- _What the exercise asks_: Once the pictures are set aside, copy the records below exactly as they stand.

Data records:
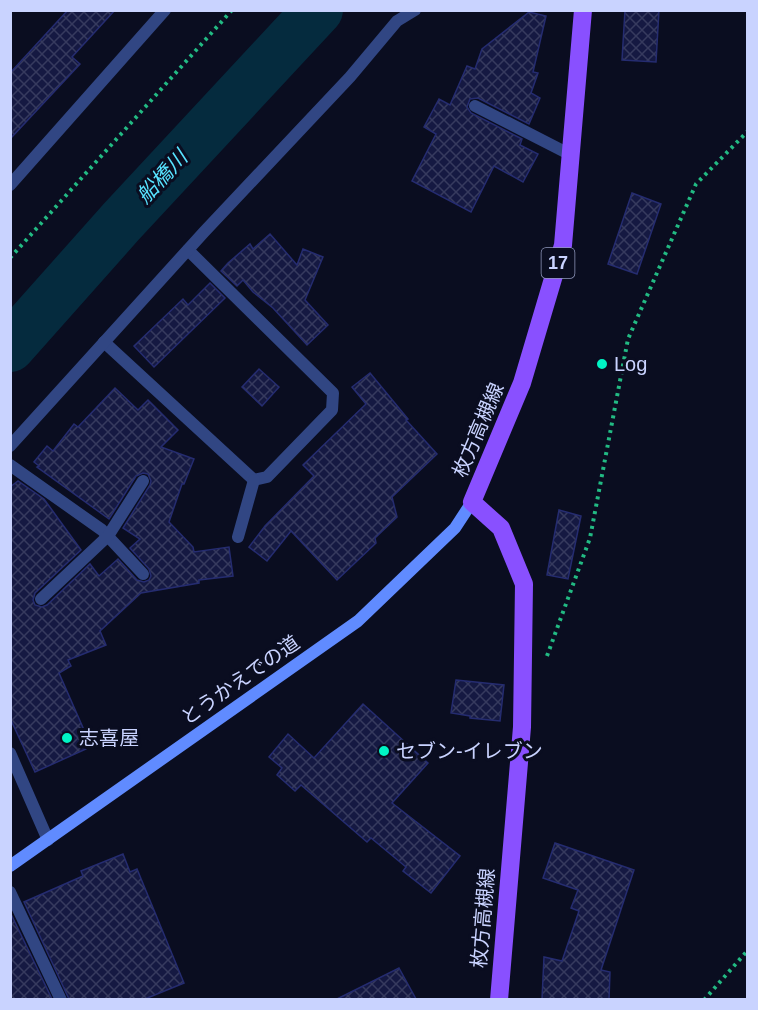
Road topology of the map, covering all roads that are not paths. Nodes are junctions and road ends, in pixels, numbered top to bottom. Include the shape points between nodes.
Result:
1 (165, 10) edge
2 (415, 10) edge
3 (583, 10) edge
4 (475, 106) dead end
5 (571, 155) junction
6 (10, 185) edge
7 (188, 250) junction
8 (104, 342) junction
9 (10, 446) edge
10 (10, 465) edge
11 (143, 480) dead end
12 (254, 480) junction
13 (472, 502) junction
14 (108, 536) junction
15 (238, 537) dead end
16 (143, 574) dead end
17 (41, 599) dead end
18 (10, 753) edge
19 (48, 840) junction
20 (10, 866) edge
21 (10, 892) edge
22 (61, 999) edge
23 (499, 999) edge

1 - 6 street
2 - 7 street via 397,21 350,77
3 - 5 main road, 枚方高槻線 / 17
4 - 5 street
5 - 13 main road, 枚方高槻線 / 17 via 563,245 522,383
7 - 8 street
7 - 12 street via 333,393 332,410 267,477
8 - 9 street
8 - 12 street
10 - 14 street
11 - 14 street
12 - 15 street
13 - 19 street, とうかえでの道 via 455,528 358,621
13 - 23 main road, 枚方高槻線 via 501,528 524,585 522,727
14 - 16 street
14 - 17 street
18 - 19 street
19 - 20 street, とうかえでの道
21 - 22 street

- _Result of the exercise_:
Road topology of the map, covering all roads that are not paths. Nodes are junctions and road ends, in pixels, numbered top to bottom. Include the shape points between nodes.
Result:
1 (165, 10) edge
2 (415, 10) edge
3 (583, 10) edge
4 (475, 106) dead end
5 (571, 155) junction
6 (10, 185) edge
7 (188, 250) junction
8 (104, 342) junction
9 (10, 446) edge
10 (10, 465) edge
11 (143, 480) dead end
12 (254, 480) junction
13 (472, 502) junction
14 (108, 536) junction
15 (238, 537) dead end
16 (143, 574) dead end
17 (41, 599) dead end
18 (10, 753) edge
19 (48, 840) junction
20 (10, 866) edge
21 (10, 892) edge
22 (61, 999) edge
23 (499, 999) edge

1 - 6 street
2 - 7 street via 397,21 350,77
3 - 5 main road, 枚方高槻線 / 17
4 - 5 street
5 - 13 main road, 枚方高槻線 / 17 via 563,245 522,383
7 - 8 street
7 - 12 street via 333,393 332,410 267,477
8 - 9 street
8 - 12 street
10 - 14 street
11 - 14 street
12 - 15 street
13 - 19 street, とうかえでの道 via 455,528 358,621
13 - 23 main road, 枚方高槻線 via 501,528 524,585 522,727
14 - 16 street
14 - 17 street
18 - 19 street
19 - 20 street, とうかえでの道
21 - 22 street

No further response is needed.